WORK INSTRUCTION
Output only these lines, set down exactly: the one containing "middle tip: (675, 233)" and each line after it through the end of the records.

DATA IN THIS EXERCISE
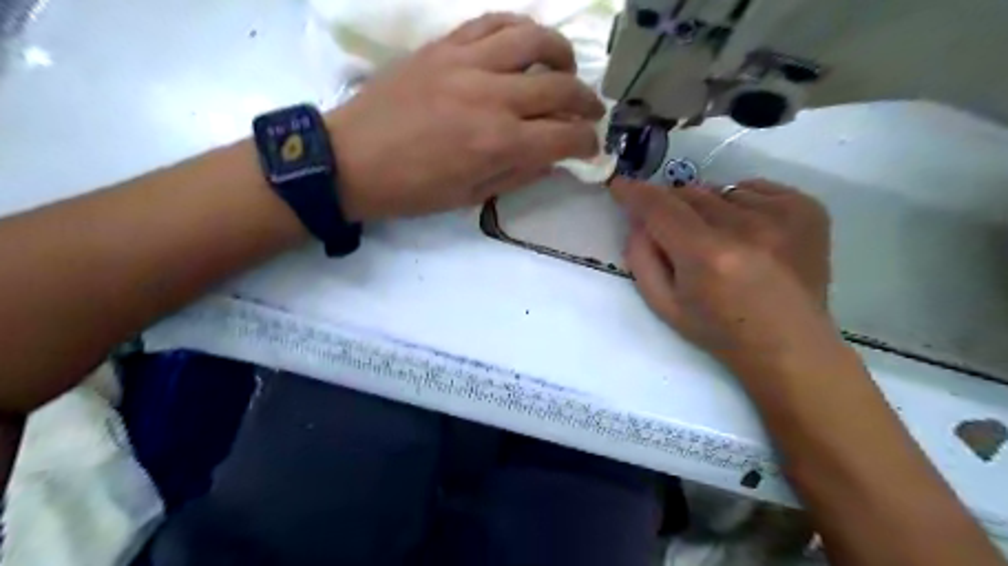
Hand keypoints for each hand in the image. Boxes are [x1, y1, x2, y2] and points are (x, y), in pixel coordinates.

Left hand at [327, 13, 600, 220]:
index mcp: (500, 144)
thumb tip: (554, 160)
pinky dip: (519, 29)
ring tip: (567, 68)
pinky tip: (526, 43)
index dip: (587, 143)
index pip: (565, 136)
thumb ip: (520, 175)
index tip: (590, 147)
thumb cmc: (413, 189)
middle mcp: (493, 97)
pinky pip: (492, 23)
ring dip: (562, 54)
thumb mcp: (471, 196)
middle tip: (590, 112)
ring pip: (534, 40)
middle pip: (561, 87)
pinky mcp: (445, 46)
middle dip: (587, 102)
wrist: (353, 159)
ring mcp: (468, 64)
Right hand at [615, 177, 843, 370]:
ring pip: (720, 190)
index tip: (620, 185)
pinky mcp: (807, 208)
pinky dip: (740, 205)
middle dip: (672, 207)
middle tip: (675, 233)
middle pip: (690, 193)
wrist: (790, 345)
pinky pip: (754, 189)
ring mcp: (782, 215)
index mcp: (707, 256)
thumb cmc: (719, 331)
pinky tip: (748, 235)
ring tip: (719, 241)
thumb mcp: (664, 305)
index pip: (660, 207)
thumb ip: (641, 258)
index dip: (635, 193)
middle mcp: (746, 228)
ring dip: (708, 209)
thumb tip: (638, 219)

WORKED SOLUTION
middle tip: (675, 233)
middle pip: (690, 193)
wrist: (790, 345)
pinky pip: (754, 189)
ring mcp: (782, 215)
index mcp: (707, 256)
thumb cmc: (719, 331)
pinky tip: (748, 235)
ring tip: (719, 241)
thumb mcp: (664, 305)
index pip: (660, 207)
thumb ip: (641, 258)
index dip: (635, 193)
middle mcp: (746, 228)
ring dip: (708, 209)
thumb tip: (638, 219)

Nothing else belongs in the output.